What to do:
Your job is to report every line of the entries that has "Alves".

Task input:

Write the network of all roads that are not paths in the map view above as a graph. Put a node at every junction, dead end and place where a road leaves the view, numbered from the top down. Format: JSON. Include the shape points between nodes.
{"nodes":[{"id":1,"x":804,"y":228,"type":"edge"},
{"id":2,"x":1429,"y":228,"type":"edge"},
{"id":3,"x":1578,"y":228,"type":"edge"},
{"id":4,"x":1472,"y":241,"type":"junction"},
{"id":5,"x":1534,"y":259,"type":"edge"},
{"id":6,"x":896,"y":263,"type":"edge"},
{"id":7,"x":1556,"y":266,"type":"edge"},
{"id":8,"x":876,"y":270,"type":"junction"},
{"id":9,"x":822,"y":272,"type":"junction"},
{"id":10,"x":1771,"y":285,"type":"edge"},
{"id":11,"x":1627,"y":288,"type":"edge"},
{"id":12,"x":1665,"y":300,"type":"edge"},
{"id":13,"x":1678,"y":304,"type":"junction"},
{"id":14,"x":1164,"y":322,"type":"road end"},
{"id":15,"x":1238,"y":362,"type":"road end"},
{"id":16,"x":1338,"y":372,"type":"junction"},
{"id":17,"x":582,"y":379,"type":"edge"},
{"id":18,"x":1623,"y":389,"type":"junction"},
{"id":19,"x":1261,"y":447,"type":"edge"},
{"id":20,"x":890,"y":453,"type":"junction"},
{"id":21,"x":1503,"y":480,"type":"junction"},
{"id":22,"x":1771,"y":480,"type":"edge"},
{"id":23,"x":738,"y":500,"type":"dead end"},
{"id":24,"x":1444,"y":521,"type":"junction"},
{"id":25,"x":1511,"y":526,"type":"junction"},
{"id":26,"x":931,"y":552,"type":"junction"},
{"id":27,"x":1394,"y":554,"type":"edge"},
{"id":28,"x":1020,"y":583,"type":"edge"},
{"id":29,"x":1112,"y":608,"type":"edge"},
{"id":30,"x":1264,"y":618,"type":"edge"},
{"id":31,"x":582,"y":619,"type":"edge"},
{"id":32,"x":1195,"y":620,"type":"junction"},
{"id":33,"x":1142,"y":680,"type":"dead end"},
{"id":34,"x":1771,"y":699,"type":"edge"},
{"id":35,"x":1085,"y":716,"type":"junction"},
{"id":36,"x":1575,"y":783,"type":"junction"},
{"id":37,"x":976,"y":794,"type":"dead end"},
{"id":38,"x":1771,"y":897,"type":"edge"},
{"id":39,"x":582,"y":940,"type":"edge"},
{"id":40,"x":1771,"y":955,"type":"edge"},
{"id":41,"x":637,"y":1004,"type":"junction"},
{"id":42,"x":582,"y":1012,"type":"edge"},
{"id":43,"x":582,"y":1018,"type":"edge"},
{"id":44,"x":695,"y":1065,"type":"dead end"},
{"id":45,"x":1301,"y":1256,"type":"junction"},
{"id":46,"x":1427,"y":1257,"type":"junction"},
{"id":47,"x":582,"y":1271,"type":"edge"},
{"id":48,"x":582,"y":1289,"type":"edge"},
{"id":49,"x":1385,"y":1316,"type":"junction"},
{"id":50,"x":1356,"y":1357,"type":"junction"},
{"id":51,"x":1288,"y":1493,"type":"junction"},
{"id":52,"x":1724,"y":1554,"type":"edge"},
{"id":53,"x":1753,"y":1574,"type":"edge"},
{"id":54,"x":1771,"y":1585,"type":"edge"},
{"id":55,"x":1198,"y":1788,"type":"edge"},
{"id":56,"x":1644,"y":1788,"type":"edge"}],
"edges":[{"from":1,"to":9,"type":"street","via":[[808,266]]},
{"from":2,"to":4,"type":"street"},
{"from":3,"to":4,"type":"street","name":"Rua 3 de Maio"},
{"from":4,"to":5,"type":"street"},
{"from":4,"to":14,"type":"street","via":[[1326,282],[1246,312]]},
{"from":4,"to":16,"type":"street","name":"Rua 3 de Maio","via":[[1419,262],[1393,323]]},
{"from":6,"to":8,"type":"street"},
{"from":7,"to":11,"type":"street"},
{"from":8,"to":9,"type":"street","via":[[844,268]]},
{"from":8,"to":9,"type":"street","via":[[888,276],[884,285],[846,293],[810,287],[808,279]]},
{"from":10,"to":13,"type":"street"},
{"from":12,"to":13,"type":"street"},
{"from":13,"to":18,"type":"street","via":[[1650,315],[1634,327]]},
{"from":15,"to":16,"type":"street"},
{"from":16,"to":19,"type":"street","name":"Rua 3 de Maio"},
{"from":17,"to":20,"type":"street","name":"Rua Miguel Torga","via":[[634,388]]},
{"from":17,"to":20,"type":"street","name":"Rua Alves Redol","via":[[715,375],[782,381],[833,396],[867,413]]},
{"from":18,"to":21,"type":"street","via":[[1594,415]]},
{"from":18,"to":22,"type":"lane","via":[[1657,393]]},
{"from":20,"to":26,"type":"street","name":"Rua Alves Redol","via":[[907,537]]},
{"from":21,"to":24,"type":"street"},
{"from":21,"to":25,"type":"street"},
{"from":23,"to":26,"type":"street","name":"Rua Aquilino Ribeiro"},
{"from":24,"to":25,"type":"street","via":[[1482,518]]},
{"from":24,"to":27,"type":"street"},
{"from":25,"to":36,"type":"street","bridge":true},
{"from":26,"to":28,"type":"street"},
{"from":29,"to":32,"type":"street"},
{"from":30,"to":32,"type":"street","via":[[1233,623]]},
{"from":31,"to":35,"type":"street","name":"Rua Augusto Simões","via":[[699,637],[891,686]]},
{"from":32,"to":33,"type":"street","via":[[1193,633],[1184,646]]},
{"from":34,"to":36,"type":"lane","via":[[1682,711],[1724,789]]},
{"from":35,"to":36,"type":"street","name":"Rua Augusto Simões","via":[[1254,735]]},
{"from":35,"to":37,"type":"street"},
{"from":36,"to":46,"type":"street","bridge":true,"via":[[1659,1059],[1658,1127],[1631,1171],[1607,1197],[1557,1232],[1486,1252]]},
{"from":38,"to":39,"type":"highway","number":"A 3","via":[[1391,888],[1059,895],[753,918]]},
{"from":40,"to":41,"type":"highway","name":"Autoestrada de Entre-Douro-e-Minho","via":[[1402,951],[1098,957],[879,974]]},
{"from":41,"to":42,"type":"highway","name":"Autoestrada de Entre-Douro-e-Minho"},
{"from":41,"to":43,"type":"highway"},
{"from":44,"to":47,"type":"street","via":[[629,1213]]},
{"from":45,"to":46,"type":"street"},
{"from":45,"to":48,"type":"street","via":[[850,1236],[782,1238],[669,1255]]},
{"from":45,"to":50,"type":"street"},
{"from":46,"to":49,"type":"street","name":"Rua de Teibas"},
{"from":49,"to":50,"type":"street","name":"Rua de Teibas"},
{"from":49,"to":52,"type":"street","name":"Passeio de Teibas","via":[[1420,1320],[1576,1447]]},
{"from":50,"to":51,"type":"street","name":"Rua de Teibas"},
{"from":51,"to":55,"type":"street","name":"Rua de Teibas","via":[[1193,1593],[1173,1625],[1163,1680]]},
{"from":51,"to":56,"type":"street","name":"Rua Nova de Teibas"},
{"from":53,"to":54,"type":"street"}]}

Solved exercise:
{"from":17,"to":20,"type":"street","name":"Rua Alves Redol","via":[[715,375],[782,381],[833,396],[867,413]]},
{"from":20,"to":26,"type":"street","name":"Rua Alves Redol","via":[[907,537]]},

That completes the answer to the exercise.